Kiss & Tell est un collectif artistique lesbien novateur actif à Vancouver de 1988 à 2002. Ses trois membres – Persimmon Blackbridge, Lizard Jones et Susan Stewart – sont principalement connues pour leur œuvre inaugurale, une exposition itinérante de photographies intitulée Drawing the Line (Tracer la ligne), 1988-1990. Pourtant, elles ont également collaboré à des performances et à des écrits tout aussi importants sur la censure, les pratiques sexuelles lesbiennes, l’activisme et l’identité – des contributions rarement discutées ou même reconnues.

 

Portrait de Kiss & Tell (de gauche à droite : Persimmon Blackbridge, Lizard Jones et Susan Stewart), 1998, photographie de Della McCreary.

Dans le cadre de ma bourse de recherche à l’Institut de l’art canadien, j’ai consulté les archives de Kiss & Tell conservées aux Livres rares et collections spéciales de la Bibliothèque de l’Université Simon Fraser à Burnaby, de même que les ArQuives – Archives LGBTQ2+ du Canada à Toronto, les BC Gay and Lesbian Archives à Vancouver, sans oublier les archives d’Artexte à Montréal.
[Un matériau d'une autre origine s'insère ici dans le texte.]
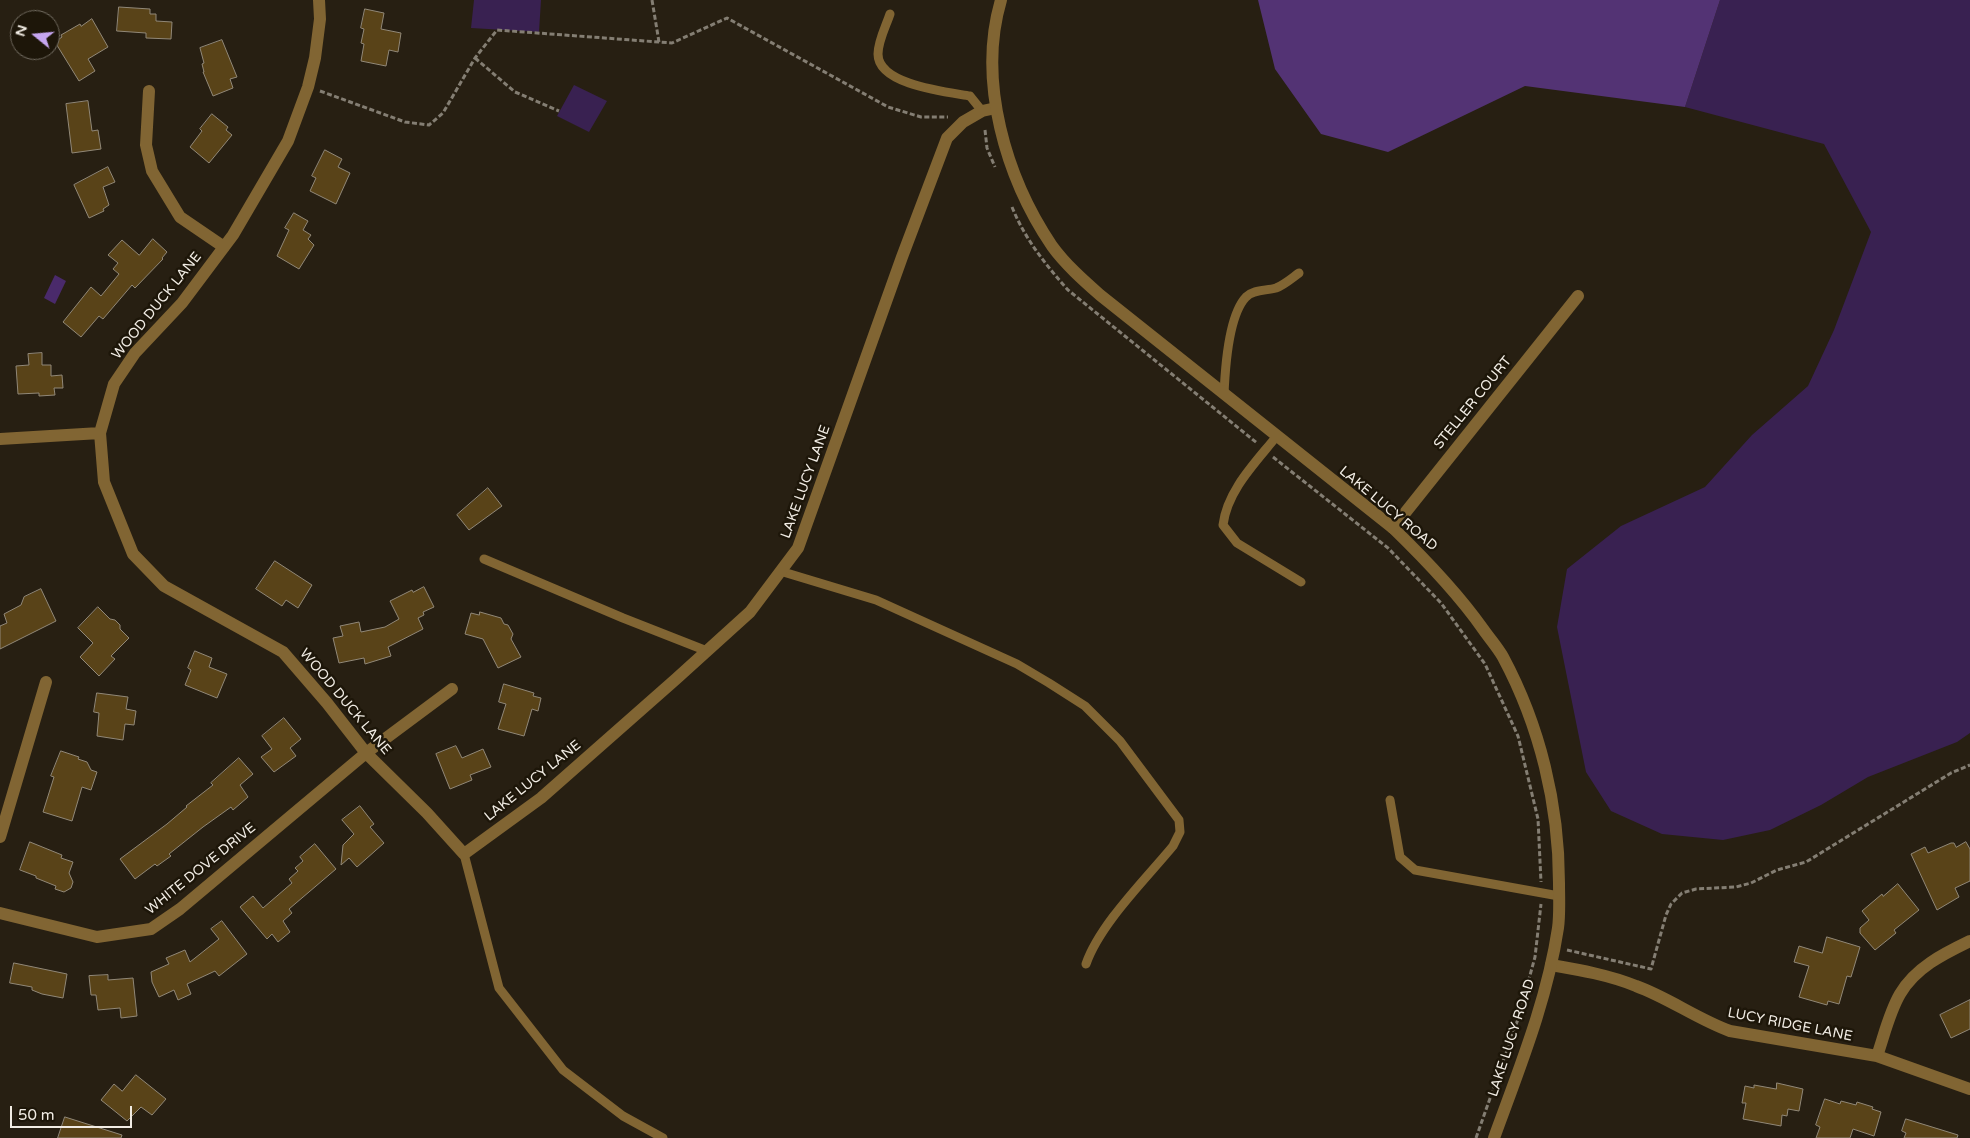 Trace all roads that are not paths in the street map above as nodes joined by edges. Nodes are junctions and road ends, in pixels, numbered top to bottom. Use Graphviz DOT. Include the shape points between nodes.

Pendant deux ans, j’ai mené des entretiens avec les membres de Kiss & Tell pour mettre au jour l’histoire en grande partie méconnue du collectif. Cet ouvrage vise à rectifier l’effacement de leur œuvre – un destin que partagent trop souvent les artistes 2ELGBTQI+ dans l’histoire de l’art canadien.

 

Ma fascination pour le travail de Kiss & Tell et les enjeux qu’elles abordent remonte au début des années 1990. À l’Université McGill, j’ai rédigé un mémoire et fait une présentation sur les guerres du sexe féministes – me positionnant dans le camp pro-sexe. Je me souviens encore du choc de mon professeur lorsque j’ai distribué des photocopies d’images provenant de magazines pornographiques grand public et lesbiens. Un éditorial que j’ai coécrit pour le McGill Daily en 1992 s’opposait à la censure, affirmant que celle-ci « cache le sexe, le plaçant hors de portée du plaisir public, de l’examen critique ou de l’analyse… Nous devons le rendre public. Le regarder, le critiquer, mieux le comprendre et prendre plaisir à le découvrir ». En explorant le sexe et nos relations avec celui-ci, Kiss & Tell fait exactement cela.

 

Pour le dossier « Lesbian, Gay, Bisexual Special Issue [Numéro spécial sur les lesbiennes, les gays et les personnes bisexuelles] » que j’ai piloté l’année suivante pour le McGill Daily, j’ai écrit un article sur le projet Tracer la ligne de Kiss & Tell et inclus des extraits d’une présentation dans laquelle Lizard explique comment la rhétorique des féministes antipornographie affecte négativement les communautés queers. J’y ai également fait ma sortie du placard pour la première fois, dans un article intitulé « Coming Out as Bisexual in a Queer Movement [Sortir du placard en tant que personne bisexuelle dans un mouvement queer] ».

 

Kiss & Tell, Drawing the Line (Tracer la ligne), 1988-1990, tirage photographique, 27,9 x 35,5 cm, fonds Kiss & Tell, Livres rares et collections spéciales, Bibliothèque de l’Université Simon Fraser, Burnaby.
Kiss & Tell, True Inversions (Vraies inversions), 1992, performance multimédia au East Vancouver Cultural Centre, image tirée d’une captation vidéo, fonds Kiss & Tell, Livres rares et collections spéciales, Bibliothèque de l’Université Simon Fraser, Burnaby.

 

Les années 1990 constituent une période clé pour l’art, l’activisme et la libération queer. À l’avant-garde de ces luttes, Kiss & Tell crée des œuvres qui sortent du placard les pratiques sexuelles lesbiennes de même que la positivité sexuelle pour les amener dans la sphère publique afin d’éveiller la compréhension, l’empathie et l’ouverture face aux vécus des personnes queers. Le collectif remet en question l’idée selon laquelle les lesbiennes doivent rester invisibles pour être en sécurité. Les artistes exploitent l’humour, le récit, la photographie, la vidéo, la sculpture, l’interactivité, l’insolence, la sensualité ainsi que des réflexions politiques et théoriques pour dénoncer la censure et les limitations imposées à la manière dont les lesbiennes vivent leur vie et se représentent elles-mêmes. Ce livre raconte l’histoire de l’art et de l’activisme lesbien au Canada à travers les œuvres de Kiss & Tell et d’autres voix lesboqueers – afin que nous puissions apprendre des personnes qui ont mené avant nous la lutte, toujours actuelle et toujours nécessaire, pour les droits queers.

 

Avertissement de contenu sensible : Ce livre contient un langage et des images sexuellement explicites.